What do you recall of your years growing up with Laurie?
Some of the oldest memories I have – way back when – kids didn’t have video games, so we played outside, or inside. And I remember Laurie getting a kitchen set, when she was 6 or 7, and we used to play house with it.
Were you good to her as brothers?
Sometimes we were better than others. We never got in any real trouble. All I know is that when she had her Sweet 16 birthday party … my Dad took us out of the house. We had to leave the house for a few hours.
Who was the cook in your family?
My mother is an excellent cook. Not only is she an excellent cook, but her presentation is fabulous. So not only did the food taste good, but the table always looked good. She never, never took a short cut.
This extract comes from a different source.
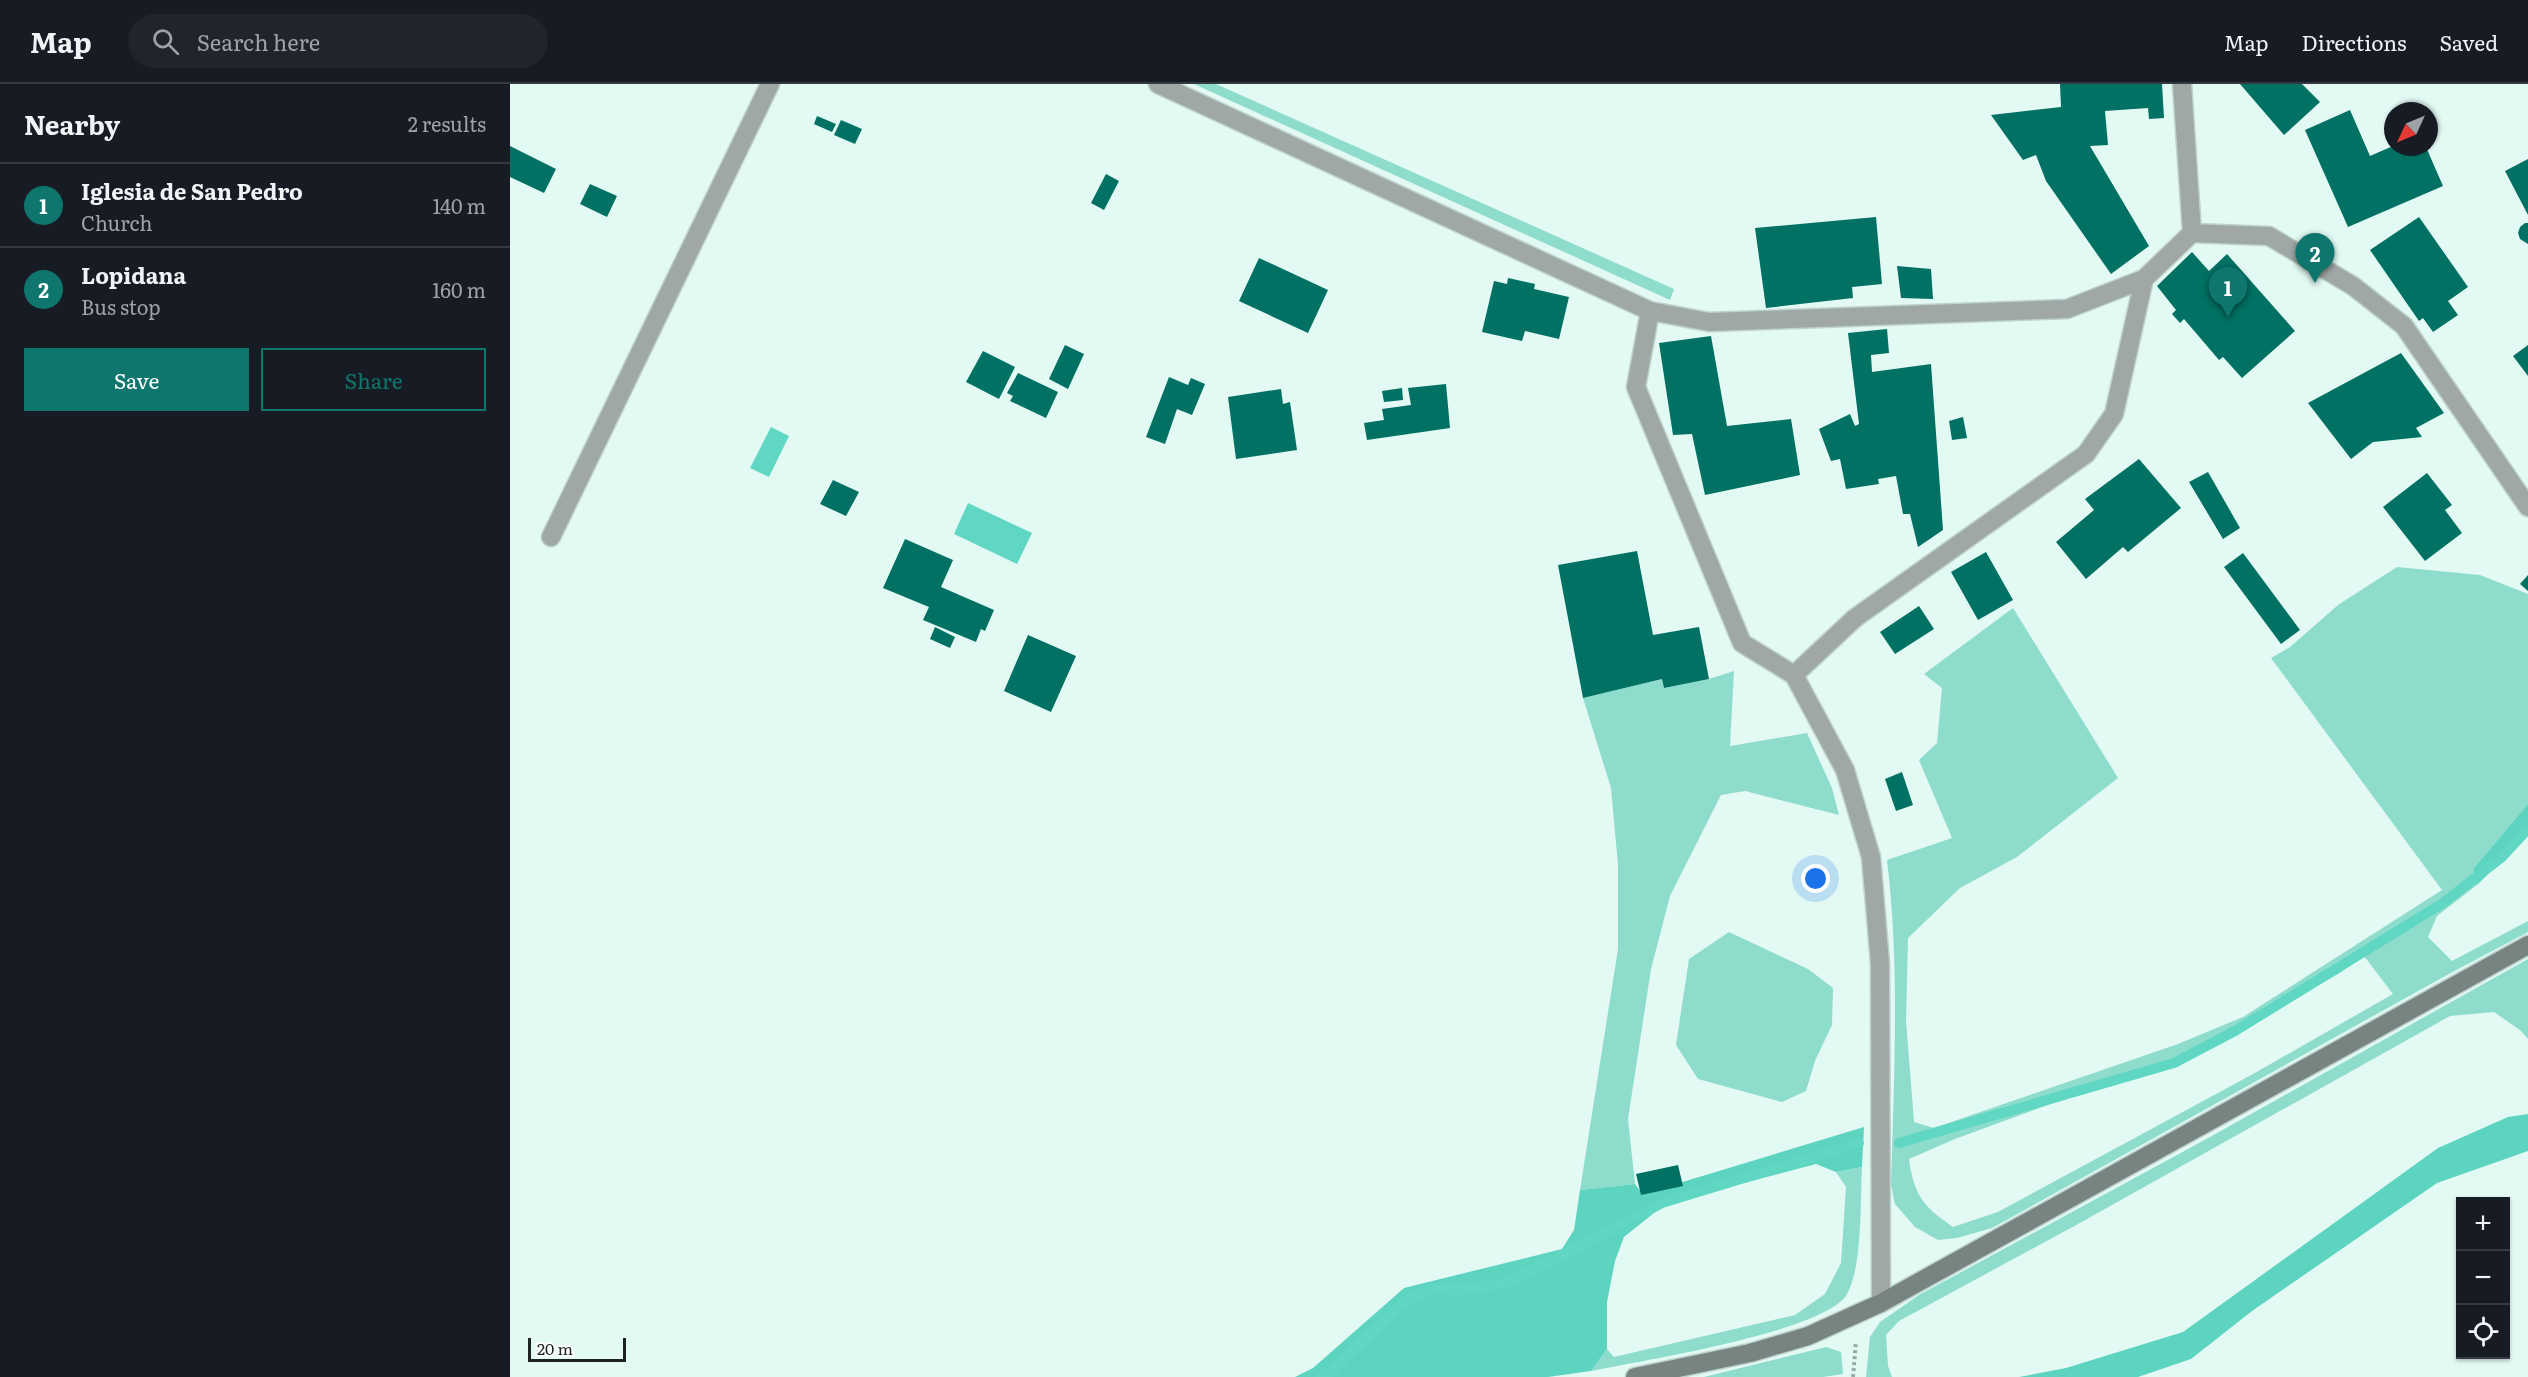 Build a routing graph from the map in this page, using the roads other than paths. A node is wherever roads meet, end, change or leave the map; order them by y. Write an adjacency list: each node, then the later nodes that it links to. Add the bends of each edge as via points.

And we had a kosher home. Most nights we had family dinners in the evening at the table in the eating area, when my father came home, but on Friday nights, on Shabbos and holidays, we got to eat in the dining room!
Tying in some of Tracie’s opening remarks last weekend:
Tracie: We are all gathered here today for a very special day, and a very special person. Our favorite person in the world, Laurie. And her big birthday. Not only is Laurie excited about turning 65, which is wonderful, but she’s a new Silver Sneakers at the JCC, and she’s got of lot of great things going on, and it’s all wonderful!
Laurie: Thank goodness!
Tracie: As I’ve always said, if you have Laurie as a friend, you’ve got a best friend forever.
And finally, following rousing choruses of Laurie’s favorite songs, including Yom Huledet Sameiach, Shehecheyanu, T’filat HaDerech and others.
Renae: We are going to end with Hinei Mah Tov, but just to let everybody know – Laurie retired, was it about a year ago?
Laurie: A year ago at the end of this month!
Renae: A year ago this month. And about three years before Laurie retired, she asked me if the Guitar Corps would play at her party, so we have been waiting a long time for this opportunity. How wonderful it is that we are all together, and Laurie thank you for including us in your special day. Our last song talks about how happy we are to all be here, and to be living together as one, and to be celebrating with you.
Laurie: Well it’s my pleasure!
And it’s been our pleasure to know Laurie, and to include her in our lives. She has a way of finding, and bringing out the best in all of us.